Increased use of erythropoiesis-stimulating agents and intravenous iron treatment was associated with a decreased risk for mortality in patients on dialysis with lower hematocrit levels.

However, in those patients with higher hematocrit levels, and therefore a lower overall risk for mortality, increased use of ESAs and IV iron was associated with an increased mortality risk.

To determine the optimal management of anemia in patients with end-stage renal disease, researchers compared the one-year mortality risk associated with different dialysis center–level patterns of ESA and IV iron use for 269,717 hemodialysis patients. The researchers pooled data from the Medicare end-stage renal disease program between 1999 and 2007.

Patients with hematocrit levels less than 30% had the highest monthly mortality rate (2.1%), whereas those with a hematocrit level of at least 36% had the lowest monthly mortality rate (0.7%).

The use of a larger dose of ESAs in patients with the lowest hematocrit levels (<30%) was associated with lower mortality rates compared with centers that used smaller doses (HR=0.94; 95% CI, 0.9-0.97). Yet, centers that used increased doses of ESAs among patients with hematocrit levels between 33% and 35.9% (HR=1.07; 95% CI, 1.03-1.12) and hematocrit levels of at least 36% (HR=1.11; 95% CI, 1.07-1.15) had higher mortality rates.

This pattern was similar when the researchers looked at the frequency of IV iron use.

In centers that used IV iron more frequently, patients with a hematocrit level less than 30% (HR=0.97; 95% CI, 0.94-0.99) and those with a hematocrit level between 30% and 32.9% (HR=0.95; 95% CI, 0.91-0.98) had decreased mortality rates, whereas more frequent IV iron use in patients with a hematocrit level of at least 36% had increasing mortality rates (HR=1.07; 95% CI, 1.02-1.13).

“Further observational and experimental studies are needed to help identify optimal treatment algorithms for both ESAs and iron that maximize clinical benefit while minimizing adverse outcomes,” the researchers concluded.

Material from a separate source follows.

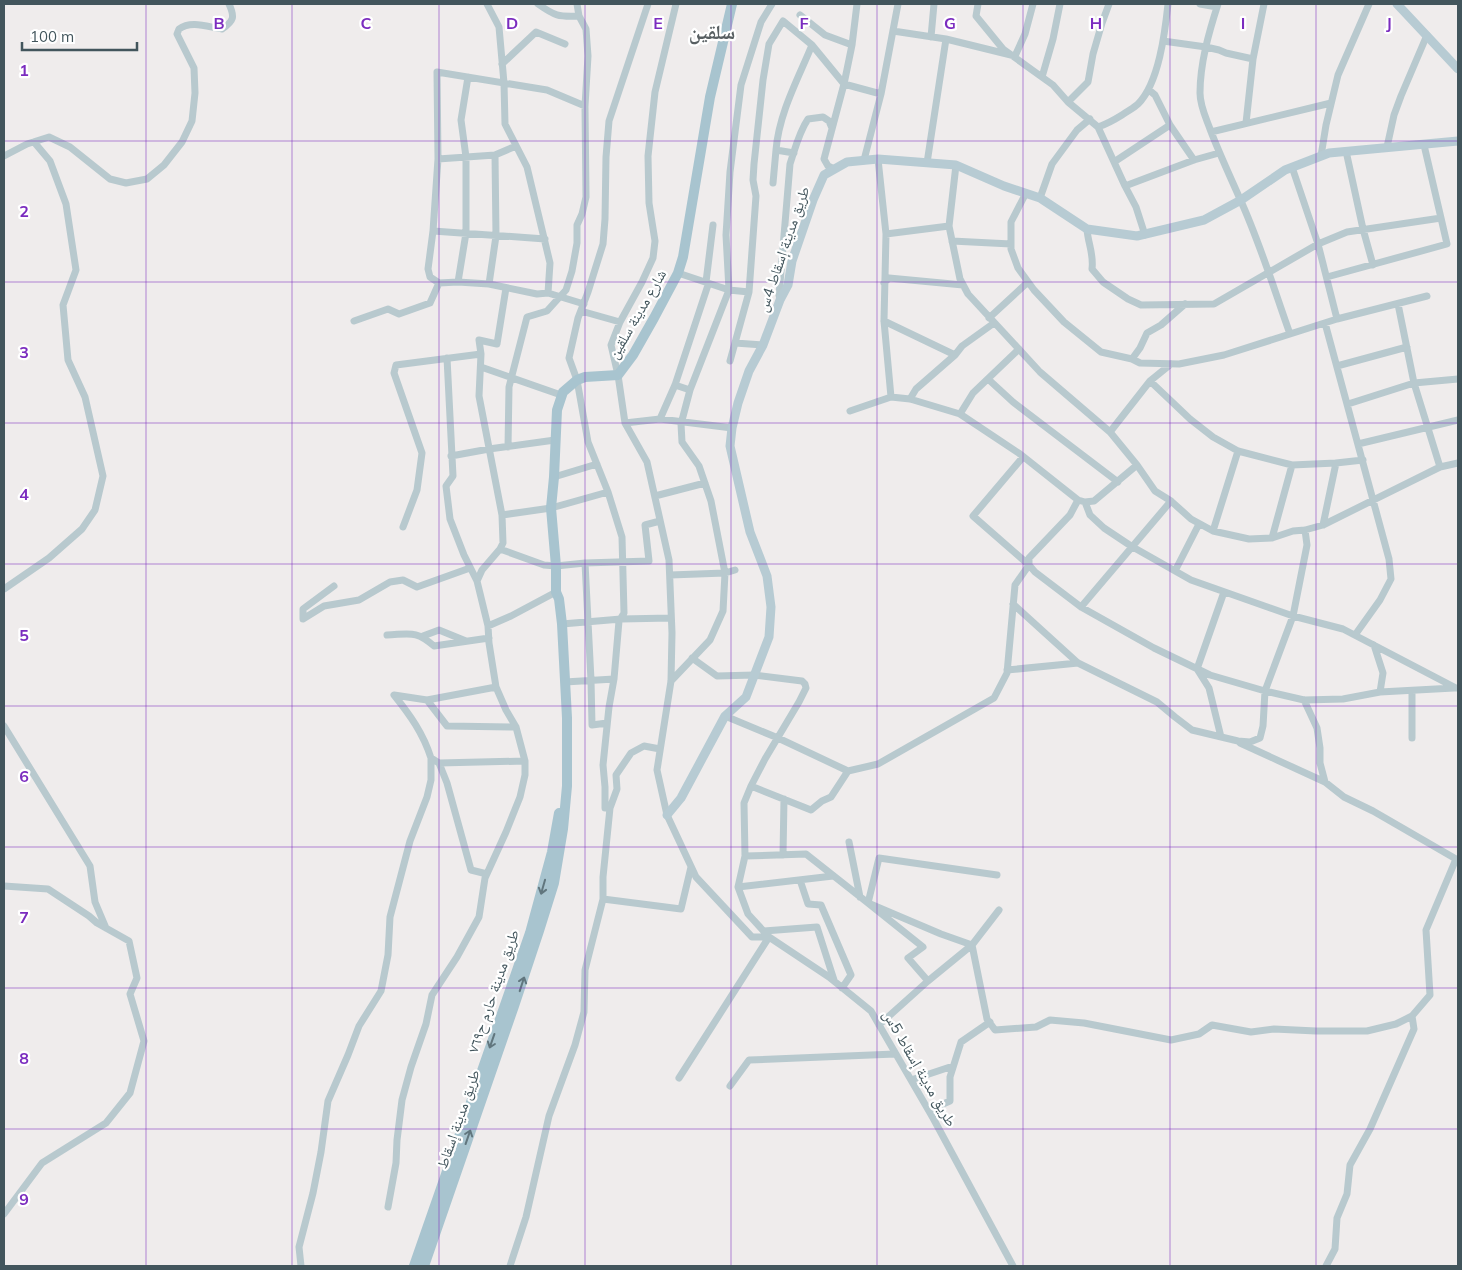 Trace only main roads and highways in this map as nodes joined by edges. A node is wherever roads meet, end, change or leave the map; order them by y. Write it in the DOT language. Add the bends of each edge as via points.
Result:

Brookhart MA. JAMA. 2010;303:857-864.

PERSPECTIVE

Although it will be attempted, extrapolation of these data to chemotherapy-associated anemia treatment guidelines will be unfortunate. Dialysis patients have different thrombophilic propensities (eg, microparticle production from extracorporeal trauma, leukocyte activation, hypertension, etc.). The shoals of "evidence-based medicine" are exemplified by such likely apples/oranges extrapolation.